[Items from a dataset]

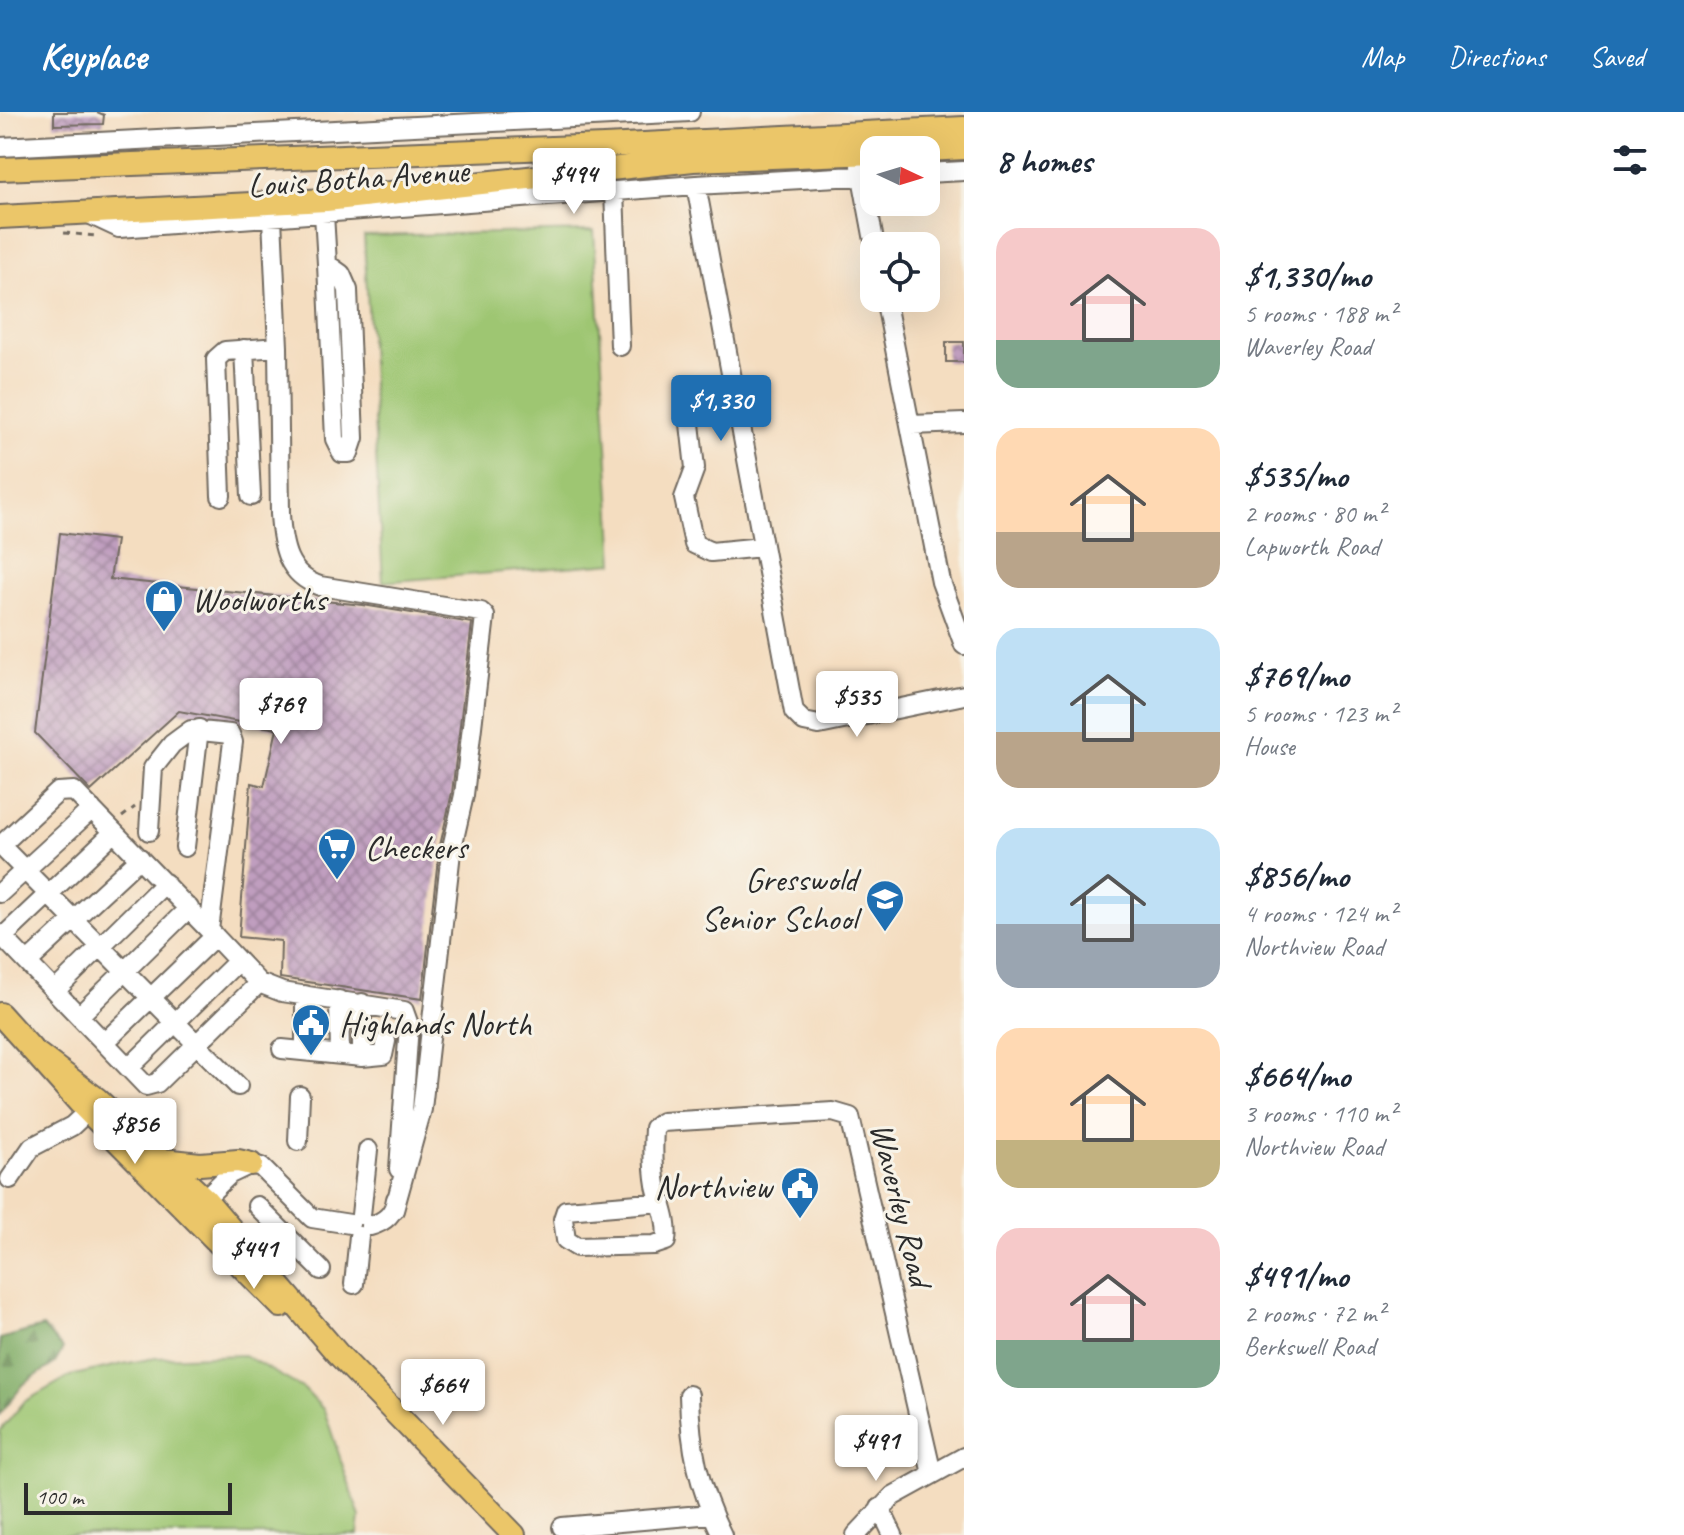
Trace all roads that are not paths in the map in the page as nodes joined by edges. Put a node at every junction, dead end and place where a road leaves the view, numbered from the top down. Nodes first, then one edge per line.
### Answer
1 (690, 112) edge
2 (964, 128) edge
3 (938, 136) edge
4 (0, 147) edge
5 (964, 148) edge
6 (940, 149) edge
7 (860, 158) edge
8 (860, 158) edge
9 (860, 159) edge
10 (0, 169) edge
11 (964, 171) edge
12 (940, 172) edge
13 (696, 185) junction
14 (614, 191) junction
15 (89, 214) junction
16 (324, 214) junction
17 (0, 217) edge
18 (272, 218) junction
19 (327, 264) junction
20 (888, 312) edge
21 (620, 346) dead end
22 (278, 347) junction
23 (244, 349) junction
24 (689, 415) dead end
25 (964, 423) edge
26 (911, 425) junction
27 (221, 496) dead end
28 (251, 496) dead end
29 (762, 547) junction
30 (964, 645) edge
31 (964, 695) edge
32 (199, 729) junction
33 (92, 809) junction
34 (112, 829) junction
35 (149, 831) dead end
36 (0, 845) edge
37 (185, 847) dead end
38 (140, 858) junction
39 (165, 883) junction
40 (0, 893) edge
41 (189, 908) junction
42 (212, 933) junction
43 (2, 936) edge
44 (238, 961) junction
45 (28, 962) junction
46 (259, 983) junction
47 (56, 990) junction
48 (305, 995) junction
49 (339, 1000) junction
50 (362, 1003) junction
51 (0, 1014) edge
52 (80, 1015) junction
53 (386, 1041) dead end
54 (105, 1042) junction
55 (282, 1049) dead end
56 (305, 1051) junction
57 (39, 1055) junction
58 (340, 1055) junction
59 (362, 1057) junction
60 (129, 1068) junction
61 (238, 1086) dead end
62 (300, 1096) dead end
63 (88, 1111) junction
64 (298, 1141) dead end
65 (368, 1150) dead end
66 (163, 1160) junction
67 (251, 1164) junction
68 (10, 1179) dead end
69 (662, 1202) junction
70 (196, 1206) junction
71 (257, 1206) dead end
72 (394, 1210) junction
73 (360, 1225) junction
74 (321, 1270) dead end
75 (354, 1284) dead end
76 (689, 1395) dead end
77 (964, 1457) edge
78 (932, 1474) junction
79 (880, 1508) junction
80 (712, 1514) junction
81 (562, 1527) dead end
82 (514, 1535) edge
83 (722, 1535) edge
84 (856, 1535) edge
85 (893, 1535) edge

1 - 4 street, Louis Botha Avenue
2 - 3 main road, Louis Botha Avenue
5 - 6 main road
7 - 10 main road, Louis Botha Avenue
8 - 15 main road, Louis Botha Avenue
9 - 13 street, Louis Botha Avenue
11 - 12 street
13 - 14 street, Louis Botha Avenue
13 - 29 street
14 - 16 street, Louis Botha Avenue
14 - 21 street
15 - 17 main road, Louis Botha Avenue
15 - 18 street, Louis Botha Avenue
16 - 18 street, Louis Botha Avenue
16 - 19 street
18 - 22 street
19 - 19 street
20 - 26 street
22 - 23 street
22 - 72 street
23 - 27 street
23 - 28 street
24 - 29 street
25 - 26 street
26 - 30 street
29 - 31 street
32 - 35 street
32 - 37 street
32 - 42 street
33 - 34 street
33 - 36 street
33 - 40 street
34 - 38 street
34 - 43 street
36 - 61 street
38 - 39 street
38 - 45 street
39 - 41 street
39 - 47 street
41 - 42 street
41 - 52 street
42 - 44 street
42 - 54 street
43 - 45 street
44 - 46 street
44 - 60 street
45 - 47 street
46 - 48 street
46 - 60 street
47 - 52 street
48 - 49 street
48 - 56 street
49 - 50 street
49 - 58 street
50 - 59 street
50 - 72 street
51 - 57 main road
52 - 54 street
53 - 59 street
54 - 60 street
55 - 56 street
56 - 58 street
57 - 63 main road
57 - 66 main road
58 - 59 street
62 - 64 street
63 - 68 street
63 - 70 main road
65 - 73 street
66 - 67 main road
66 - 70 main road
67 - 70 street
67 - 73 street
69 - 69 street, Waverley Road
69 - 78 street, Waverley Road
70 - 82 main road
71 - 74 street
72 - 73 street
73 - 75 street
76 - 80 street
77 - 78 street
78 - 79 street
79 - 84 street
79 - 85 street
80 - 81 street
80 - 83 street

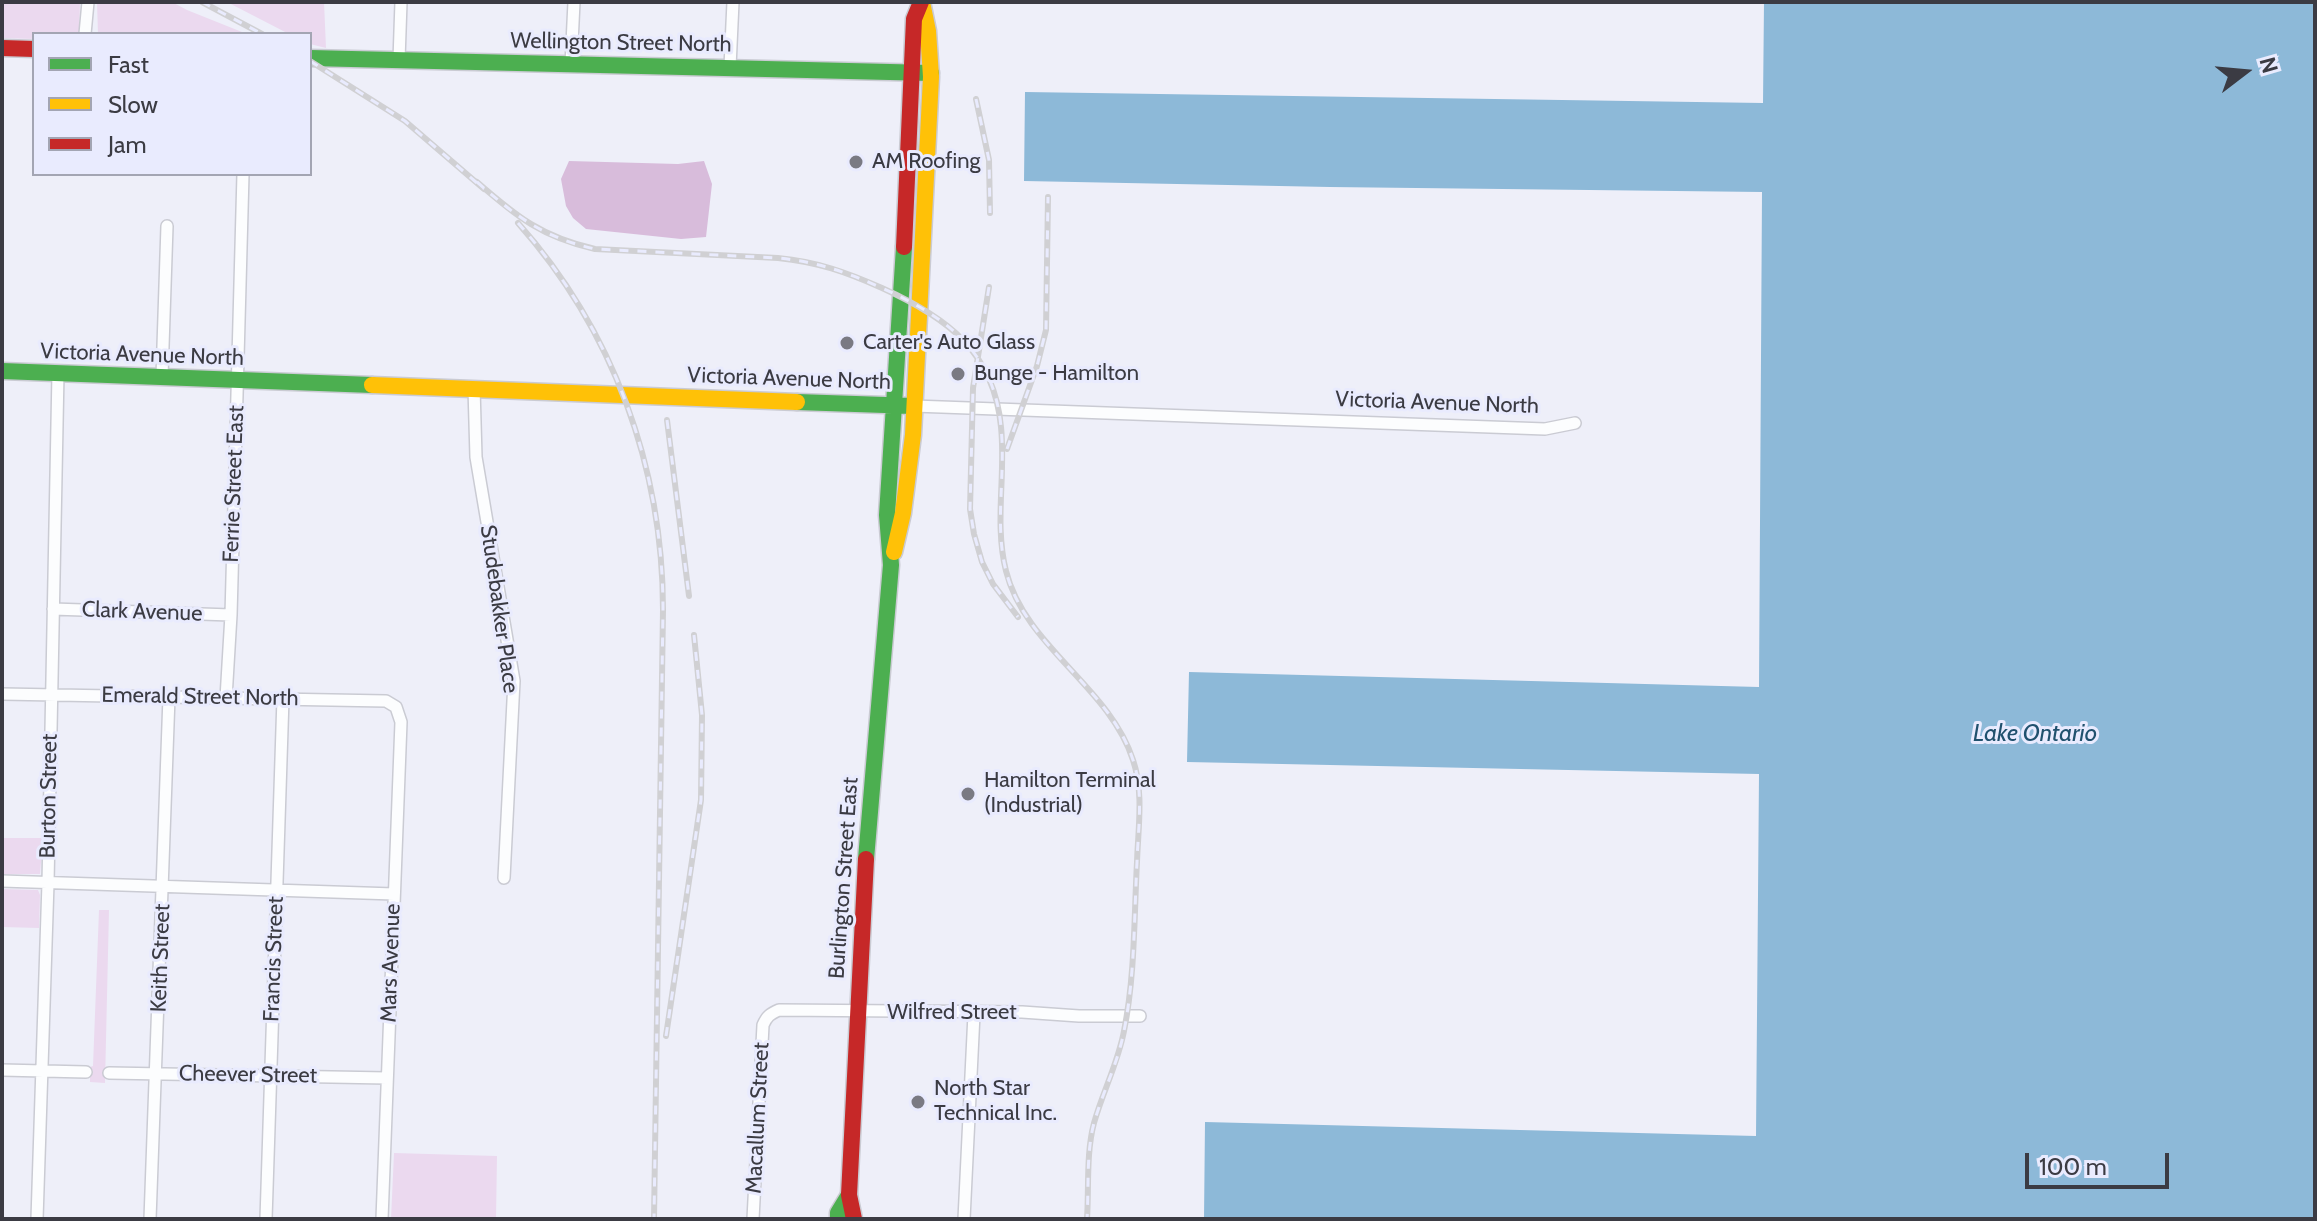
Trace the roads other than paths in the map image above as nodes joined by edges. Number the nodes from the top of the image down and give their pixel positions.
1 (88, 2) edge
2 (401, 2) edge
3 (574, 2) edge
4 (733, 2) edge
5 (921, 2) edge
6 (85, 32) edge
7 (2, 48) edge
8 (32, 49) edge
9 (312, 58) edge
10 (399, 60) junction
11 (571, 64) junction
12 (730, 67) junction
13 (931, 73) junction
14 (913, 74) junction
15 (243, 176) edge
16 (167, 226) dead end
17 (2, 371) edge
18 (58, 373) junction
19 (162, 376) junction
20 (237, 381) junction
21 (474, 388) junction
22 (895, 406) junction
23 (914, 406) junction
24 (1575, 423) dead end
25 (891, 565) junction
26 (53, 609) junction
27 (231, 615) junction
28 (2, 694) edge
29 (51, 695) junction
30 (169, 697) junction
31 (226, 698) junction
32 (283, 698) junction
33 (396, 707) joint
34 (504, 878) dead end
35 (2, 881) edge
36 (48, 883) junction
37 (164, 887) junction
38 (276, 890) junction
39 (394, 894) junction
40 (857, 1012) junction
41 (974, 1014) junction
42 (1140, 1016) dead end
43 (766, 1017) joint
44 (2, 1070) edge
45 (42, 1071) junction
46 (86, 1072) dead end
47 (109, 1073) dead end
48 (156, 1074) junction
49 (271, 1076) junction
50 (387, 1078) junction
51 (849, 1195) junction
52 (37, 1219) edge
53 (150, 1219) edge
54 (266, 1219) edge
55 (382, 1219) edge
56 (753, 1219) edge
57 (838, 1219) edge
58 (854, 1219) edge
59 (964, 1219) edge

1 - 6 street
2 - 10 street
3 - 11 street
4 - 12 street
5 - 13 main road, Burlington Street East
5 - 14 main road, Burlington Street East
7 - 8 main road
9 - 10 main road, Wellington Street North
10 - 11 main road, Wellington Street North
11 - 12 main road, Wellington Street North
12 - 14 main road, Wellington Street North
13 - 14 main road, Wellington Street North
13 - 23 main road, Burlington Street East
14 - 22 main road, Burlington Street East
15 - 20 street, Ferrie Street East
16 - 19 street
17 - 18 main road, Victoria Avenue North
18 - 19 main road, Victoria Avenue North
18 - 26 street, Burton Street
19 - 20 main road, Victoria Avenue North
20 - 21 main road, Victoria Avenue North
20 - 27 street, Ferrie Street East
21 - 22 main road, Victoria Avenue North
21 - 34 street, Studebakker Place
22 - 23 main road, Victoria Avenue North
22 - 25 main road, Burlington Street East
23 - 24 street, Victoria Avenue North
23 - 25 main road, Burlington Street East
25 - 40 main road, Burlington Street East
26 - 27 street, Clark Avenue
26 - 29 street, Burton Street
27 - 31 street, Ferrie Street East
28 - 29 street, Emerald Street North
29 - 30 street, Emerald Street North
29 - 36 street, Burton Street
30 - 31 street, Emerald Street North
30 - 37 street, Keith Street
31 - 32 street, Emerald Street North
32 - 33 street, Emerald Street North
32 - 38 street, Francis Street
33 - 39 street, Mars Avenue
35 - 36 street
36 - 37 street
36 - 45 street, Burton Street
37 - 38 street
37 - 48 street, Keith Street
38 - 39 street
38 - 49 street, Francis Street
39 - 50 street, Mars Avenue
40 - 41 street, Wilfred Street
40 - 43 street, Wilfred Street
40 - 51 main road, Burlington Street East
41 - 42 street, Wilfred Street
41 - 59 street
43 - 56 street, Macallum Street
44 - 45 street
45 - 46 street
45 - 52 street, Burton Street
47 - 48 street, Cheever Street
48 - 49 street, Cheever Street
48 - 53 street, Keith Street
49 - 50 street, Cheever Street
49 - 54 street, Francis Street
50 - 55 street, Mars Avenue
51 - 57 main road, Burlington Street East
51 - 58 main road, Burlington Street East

**EXERCISE:**
Count the lines of these entries that hold the string "Burlington", and give only that number.

**RESULT OF THIS TASK:**
10